I can’t really think of a movie that embodies the left’s America the way that, say, The Man Who Shot Liberty Valance embodies the right’s. Maybe Mr. Smith Goes to Washington, or Silkwood, or Dances with Wolves. But, I dunno.

The point is, there is an image, a legitimate image of freedom, held by the right that excludes, really, everything I understand freedom to be. To me, freedom is the speech, the dissent, the religious radicalism, the rowdy press.

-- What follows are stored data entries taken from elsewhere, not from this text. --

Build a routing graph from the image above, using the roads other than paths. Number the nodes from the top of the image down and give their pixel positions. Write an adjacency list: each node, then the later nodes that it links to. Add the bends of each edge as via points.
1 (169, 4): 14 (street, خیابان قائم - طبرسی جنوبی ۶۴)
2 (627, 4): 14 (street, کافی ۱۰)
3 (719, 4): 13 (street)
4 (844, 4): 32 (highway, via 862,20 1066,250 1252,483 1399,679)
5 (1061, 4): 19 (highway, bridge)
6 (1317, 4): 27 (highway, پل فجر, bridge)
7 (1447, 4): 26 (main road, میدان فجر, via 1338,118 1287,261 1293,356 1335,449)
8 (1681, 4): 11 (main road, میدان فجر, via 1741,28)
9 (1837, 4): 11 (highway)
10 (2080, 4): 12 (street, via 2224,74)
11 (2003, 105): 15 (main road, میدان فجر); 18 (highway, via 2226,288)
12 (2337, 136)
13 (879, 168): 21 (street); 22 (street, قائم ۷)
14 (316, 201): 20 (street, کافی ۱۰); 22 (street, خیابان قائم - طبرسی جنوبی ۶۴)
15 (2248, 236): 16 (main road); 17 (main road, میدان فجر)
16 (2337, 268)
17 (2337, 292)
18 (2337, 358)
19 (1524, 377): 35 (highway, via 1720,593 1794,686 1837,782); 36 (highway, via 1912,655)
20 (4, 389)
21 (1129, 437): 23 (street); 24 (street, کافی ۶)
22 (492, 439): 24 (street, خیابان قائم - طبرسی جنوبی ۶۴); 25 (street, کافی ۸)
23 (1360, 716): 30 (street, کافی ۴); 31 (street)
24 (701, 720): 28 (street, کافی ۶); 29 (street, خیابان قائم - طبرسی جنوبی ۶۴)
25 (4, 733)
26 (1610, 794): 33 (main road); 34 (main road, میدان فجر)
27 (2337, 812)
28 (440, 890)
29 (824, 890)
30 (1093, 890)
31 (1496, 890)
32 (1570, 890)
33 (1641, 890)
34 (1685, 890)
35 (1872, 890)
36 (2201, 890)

The one place where the lone gunman image and the rowdy dissident image come together, where left and right meet (or should meet) is on the issue of privacy. I just don’t understand why wingnuts don’t get the privacy thing. There is nothing more stereotypically American than saying “leave me the fuck alone.” If you tapped John Wayne’s phone, he’d put a bullet through the phone and then run the guy listening out of town on a rail. Why aren’t Republicans doing the same? Why aren’t we all, left and right, banding together to drive them varmints outa this here town?

4 comments

  1. Tom Hilton says:

    Excellent post.

    I can’t really think of a movie that embodies the left’s America the way that, say, The Man Who Shot Liberty Valance embodies the right’s.

    Off the top of my head, To Kill a Mockingbird and 12 Angry Men are two.

  2. deblipp says:

    Those are good ones. Or All the President’s Men. Or Inherit the Wind. Why is it that liberal movies play out in the courtroom, hmmm?

  3. Barbs says:

    What freaked me out this week was a letter to to the editor of my local news paper ( we consider the op-ed pages to be the secondary funny pages) that said that if you have nothing to hide from the gov, why would you want to be against unregulated wiretapping?
    my privacy thats all
    Just watched “brazil” for the first time in ages, very hip to whats going on now. oh and of course Terry Gilliam’s stunning settings

  4. deblipp says:

    Ask your freaking editor if Winston Smith had anything to hide. He probably won’t get the reference. Idiot.